Today I woke up heavy
though I knew I felt empty
the way gravity has no pounds
but still weighs everything down
And I wanna say I'm crazy
because delusion can be easy
I'd like to say I'm wrong
See, I'm too much like mom
I'll stay strong through her memory
through waves of sorrow plenty
I know I feel her love
she says 'getting better starts within us'
Mar 25, 2016
Mar 25, 2016 at 10:47 AM UTC
how do you love?
i can't imagine you've never given it
yet, you clearly lack the etiquette
how do you love?
you're transparent
but not in the way that light shines though
how do you love?
truthfully the question is no surprise
you know only lust in disguise
how do you love?
Mar 23, 2016
Mar 23, 2016 at 11:54 AM UTC
we step on cushioned treasures
and dream of words like rivers
we are slow to start but soon chase after them
more tenaciously than any dream
these words are how we feel put to a melody
i guess that's all we'll ever be
transparent little words -
making their way down the loneliest of streams
i made a wrong turn
and lost sight of everything
blinded by salt water
i know you don't believe in my struggle
Mar 14, 2013
Mar 14, 2013 at 12:46 AM UTC
its been a while
since my eyes have seen a dry night
i don't know
who's to blame
if its worth any at all
blame, i mean
i know this isn't worth tears
yet they are eager to fall
they are willing to be seen
they are much braver than me
Feb 19, 2013
Feb 19, 2013 at 1:21 AM UTC
sleep is such a petty and unimportant thing
when i am with you
my eyes grow heavy
but my heart heavier
when sleep tries to pull me away
i'd rather live one thousand sleepless days
than ten you-less moments
i know you listen
you ask so many beautiful questions
i wonder where you keep all my silly answers
i'd rather you leave them all
than leave my side
an exhale
a step
driving 6 hours
in the wrongest direction
i miss you already
Feb 18, 2013
Feb 18, 2013 at 9:58 PM UTC
winter is full
bursting at the seams
overflowing, contents rolling
i can’t keep up
my mind is the hare here
i am the tortoise again
memories, feelings flow form the sky
snowflakes drifting into ever-aching hands
they seem to be crashing
clumsily and carelessly
look out, look out
Feb 14, 2013
Feb 14, 2013 at 11:36 AM UTC
waves of warmth
your body exudes
knock me off my feet
catch me, catch me, catch me
my words fall on your newly deafened ears.
why is this so hard.
why are you so far.
Feb 14, 2013
Feb 14, 2013 at 11:34 AM UTC
i remember our last night in that quiet town.

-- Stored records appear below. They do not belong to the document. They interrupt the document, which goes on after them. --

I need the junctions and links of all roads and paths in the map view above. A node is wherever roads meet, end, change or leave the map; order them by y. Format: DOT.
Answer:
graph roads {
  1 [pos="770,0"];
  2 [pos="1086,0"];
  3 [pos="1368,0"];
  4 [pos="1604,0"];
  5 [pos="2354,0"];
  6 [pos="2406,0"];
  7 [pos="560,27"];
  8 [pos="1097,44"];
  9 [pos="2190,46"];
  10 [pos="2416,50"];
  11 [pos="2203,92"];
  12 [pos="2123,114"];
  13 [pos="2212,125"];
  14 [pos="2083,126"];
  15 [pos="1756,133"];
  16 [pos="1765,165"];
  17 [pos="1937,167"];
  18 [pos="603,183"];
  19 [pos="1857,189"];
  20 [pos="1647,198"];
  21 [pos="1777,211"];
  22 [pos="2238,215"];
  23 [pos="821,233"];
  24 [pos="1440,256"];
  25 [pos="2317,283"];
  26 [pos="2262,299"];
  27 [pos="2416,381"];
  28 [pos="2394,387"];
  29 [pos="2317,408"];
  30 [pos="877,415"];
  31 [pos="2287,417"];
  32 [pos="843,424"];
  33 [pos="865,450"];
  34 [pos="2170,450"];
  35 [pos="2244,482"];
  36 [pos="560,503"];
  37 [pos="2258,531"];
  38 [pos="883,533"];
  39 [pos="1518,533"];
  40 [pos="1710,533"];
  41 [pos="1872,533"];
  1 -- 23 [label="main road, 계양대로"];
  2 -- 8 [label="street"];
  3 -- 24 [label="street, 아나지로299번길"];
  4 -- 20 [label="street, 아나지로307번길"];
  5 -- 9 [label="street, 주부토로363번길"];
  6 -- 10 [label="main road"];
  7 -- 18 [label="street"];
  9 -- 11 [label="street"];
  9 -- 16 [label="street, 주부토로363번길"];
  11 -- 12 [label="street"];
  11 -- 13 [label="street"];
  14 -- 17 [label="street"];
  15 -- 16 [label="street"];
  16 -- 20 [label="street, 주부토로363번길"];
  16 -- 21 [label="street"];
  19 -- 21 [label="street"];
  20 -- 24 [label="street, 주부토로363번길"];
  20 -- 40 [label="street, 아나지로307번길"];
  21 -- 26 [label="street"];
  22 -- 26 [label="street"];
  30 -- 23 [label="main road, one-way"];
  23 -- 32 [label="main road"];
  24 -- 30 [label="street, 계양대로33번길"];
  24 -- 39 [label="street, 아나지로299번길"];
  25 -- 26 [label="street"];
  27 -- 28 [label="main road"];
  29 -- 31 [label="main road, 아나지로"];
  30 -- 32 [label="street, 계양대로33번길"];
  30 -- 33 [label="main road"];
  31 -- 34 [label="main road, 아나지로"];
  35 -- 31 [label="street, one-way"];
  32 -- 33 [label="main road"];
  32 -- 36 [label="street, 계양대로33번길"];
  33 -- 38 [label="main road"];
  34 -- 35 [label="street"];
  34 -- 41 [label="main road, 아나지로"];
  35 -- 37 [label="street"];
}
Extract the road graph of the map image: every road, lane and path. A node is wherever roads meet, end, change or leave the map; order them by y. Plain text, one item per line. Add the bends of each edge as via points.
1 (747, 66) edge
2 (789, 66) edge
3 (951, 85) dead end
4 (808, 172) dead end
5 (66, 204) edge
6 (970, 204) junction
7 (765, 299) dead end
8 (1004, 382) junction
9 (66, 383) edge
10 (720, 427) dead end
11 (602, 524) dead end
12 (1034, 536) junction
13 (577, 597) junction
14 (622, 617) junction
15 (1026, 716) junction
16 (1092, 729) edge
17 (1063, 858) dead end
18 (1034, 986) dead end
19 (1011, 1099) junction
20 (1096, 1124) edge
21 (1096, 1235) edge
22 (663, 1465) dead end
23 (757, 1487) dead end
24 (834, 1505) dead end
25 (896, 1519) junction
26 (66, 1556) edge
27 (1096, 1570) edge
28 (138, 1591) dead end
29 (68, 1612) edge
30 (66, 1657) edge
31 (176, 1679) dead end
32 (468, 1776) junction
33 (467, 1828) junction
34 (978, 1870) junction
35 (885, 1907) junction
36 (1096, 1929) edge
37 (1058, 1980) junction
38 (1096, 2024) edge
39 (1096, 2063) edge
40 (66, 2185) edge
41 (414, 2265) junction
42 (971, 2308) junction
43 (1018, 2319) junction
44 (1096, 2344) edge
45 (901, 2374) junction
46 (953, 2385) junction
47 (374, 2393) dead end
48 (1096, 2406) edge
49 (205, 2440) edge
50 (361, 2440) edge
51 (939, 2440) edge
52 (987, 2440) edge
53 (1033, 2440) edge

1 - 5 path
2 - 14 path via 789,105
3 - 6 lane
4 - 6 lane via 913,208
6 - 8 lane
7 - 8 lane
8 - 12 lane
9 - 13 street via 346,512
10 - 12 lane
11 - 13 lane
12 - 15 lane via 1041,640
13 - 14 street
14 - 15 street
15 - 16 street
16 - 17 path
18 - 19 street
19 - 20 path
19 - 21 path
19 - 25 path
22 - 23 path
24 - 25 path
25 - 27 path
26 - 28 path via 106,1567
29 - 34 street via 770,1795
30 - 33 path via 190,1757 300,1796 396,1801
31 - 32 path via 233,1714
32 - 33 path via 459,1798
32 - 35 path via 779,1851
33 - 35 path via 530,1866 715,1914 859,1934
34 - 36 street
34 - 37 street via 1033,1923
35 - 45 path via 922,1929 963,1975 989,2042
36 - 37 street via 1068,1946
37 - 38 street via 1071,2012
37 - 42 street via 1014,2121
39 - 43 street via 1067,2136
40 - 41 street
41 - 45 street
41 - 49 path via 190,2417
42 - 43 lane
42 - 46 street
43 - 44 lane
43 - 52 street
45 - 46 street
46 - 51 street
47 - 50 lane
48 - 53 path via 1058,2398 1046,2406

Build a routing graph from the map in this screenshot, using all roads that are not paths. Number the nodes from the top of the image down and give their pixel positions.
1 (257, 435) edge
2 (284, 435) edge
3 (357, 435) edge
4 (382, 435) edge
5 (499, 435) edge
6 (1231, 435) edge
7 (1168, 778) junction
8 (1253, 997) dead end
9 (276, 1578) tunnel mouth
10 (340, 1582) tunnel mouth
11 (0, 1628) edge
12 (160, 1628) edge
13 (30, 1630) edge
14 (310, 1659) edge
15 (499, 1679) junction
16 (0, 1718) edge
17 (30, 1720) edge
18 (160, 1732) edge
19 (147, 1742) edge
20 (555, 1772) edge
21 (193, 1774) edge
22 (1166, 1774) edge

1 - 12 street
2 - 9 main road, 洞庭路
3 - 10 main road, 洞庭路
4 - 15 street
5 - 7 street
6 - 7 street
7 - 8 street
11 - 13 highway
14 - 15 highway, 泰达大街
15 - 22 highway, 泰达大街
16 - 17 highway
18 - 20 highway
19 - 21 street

we stood on the porch and sang our lungs out in-between hits of your sweet cigarette.
we laid on our backs and watched the stars for what seemed like hours.
we watched the same sad movie clips,
and listened to the same sad songs.
we cried our same loving tears.
i know that there is no way on this earth, in any heaven or hell — that you didn’t feel the electricity of that night.
it engulfed my being and will follow me forever.
we were two drifting souls in such a sad, quiet town.
when we were the only ones on the road,
we still felt complete.
i had your hand in my hand.
i felt your warmth, and tears you’d wiped away.
waking up to you is the best feeling in the world
it’s the only feeling i want to feel for the rest of my days.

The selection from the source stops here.